An account of my doings this year would be incomplete without the list of books that I read; actually, the reason I started doing these retrospectives was to keep my lists written down somewhere. So here it is, my 2015 reading list, not including works in progress:
Quite a few of these are read-alouds with my older kids, who are five and seven. Their favorite was A Wrinkle in Time, which we read twice. In my own reading, I note numerous jungle stories and histories. Many, perhaps most, of the books I read this year were things I'd read before but, for one reason or another, wanted to revisit.

Most of the time I find reading to be its own reward. This year my reading paid off in the form of a raffle through the town library's summer reading program for adults. However, the coveted prize consisted of dinner for two at the local country club, of which I am (somewhat pointedly) not a member. A zoning board meeting gone bad (me vs. my filthy rich neighbors' contractor over an eight-foot-high security/velociraptor fence along our mutual property line) made me even less enthusiastic about hobnobbing with the upper crust of my little South Texas town.
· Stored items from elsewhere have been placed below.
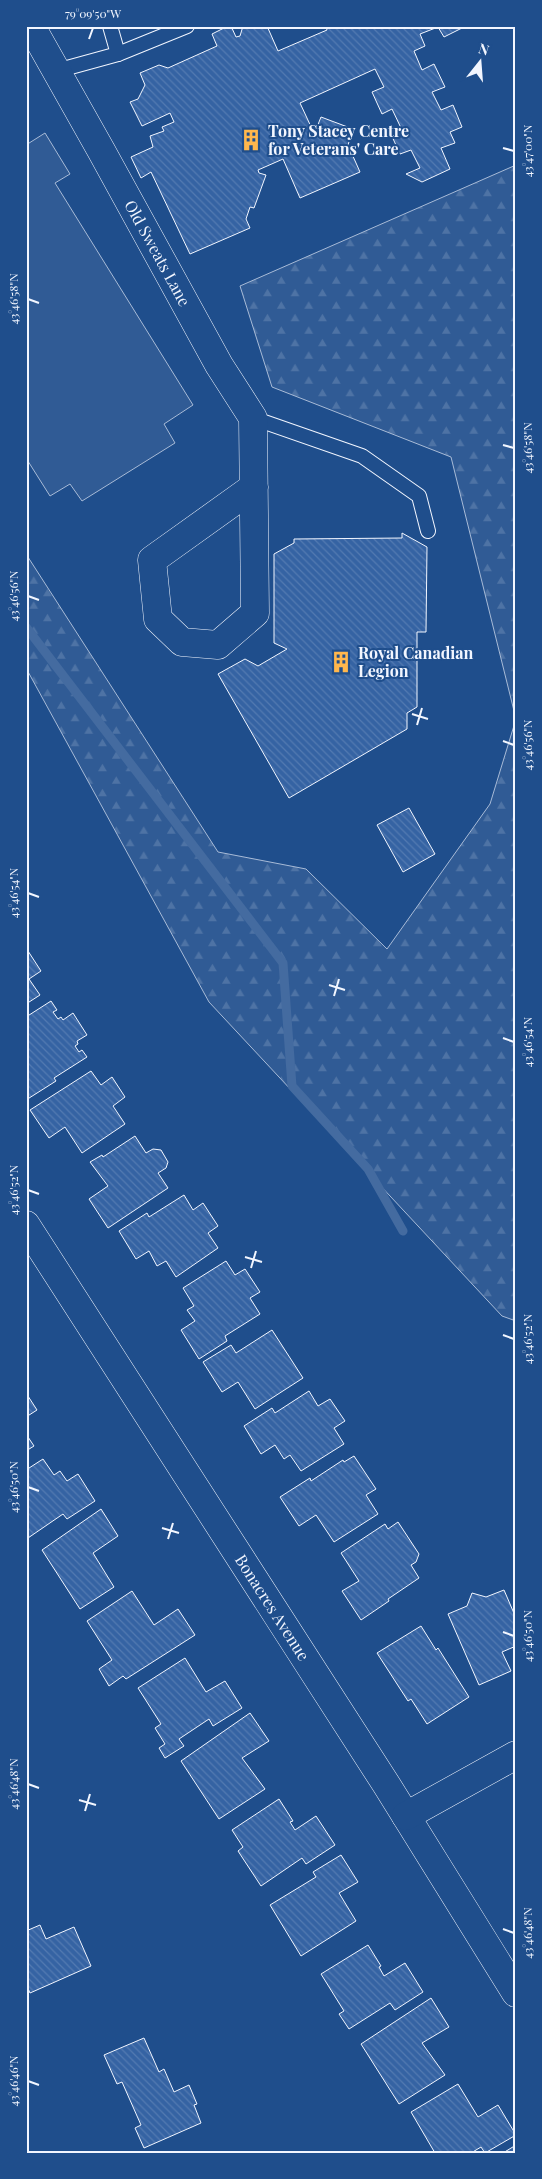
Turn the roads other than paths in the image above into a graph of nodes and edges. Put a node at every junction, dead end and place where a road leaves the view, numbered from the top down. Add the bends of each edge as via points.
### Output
1 (31, 26) edge
2 (110, 26) edge
3 (187, 26) edge
4 (118, 54) junction
5 (56, 71) junction
6 (253, 418) junction
7 (254, 487) junction
8 (428, 531) dead end
9 (26, 1225) edge
10 (516, 1755) edge
11 (406, 1816) junction
12 (516, 1993) edge

1 - 5 street, Old Sweats Lane
2 - 4 lane
3 - 4 lane
4 - 5 lane
5 - 6 street, Old Sweats Lane via 219,365
6 - 7 street
6 - 8 lane via 362,456 420,496
7 - 7 street via 152,560 158,619 182,642 218,645 255,613
9 - 11 street, Bonacres Avenue
10 - 11 street
11 - 12 street, Bonacres Avenue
As a result, I waited until the expiration date, which was December 31, to use my gift certificate. I took my five-year-old daughter as my dining companion. She was a perfect lady. I wish I could say the same of the woman who stopped by our table to introduce herself to my daughter (though not to me!) and kept insistently asking her name, despite the fact that my daughter had just taken a bite, and was requesting (with a demure smile and graciously upheld little hand) a moment in which to swallow. The lady's husband proceeded to ask my daughter if I was her "grandpa." My daughter's correction of this bizarre misapprehension (I'm in my mid-thirties and haven't a wrinkle or gray hair) produced an odd reaction, a mixture of surprise, suspicion, and/or condescension. I'm not too good at reading people, but these little incidents can occur only so many times before you start noticing a pattern. Here I suspect I committed the faux pas of being a hirsute Puerto Rican dining with a fair-skinned, red-haired little girl in the very place where some people go to see local categories preserved and distinctions maintained.

But let us not dwell on such anachronistic unpleasantness. The management was extremely hospitable, and overall it was a pleasant way to end the year. Of course we toasted (she with her sparkling cider and I with my whisky sour) Francisco Pizarro and William H. Prescott, to whom we owed our dinner.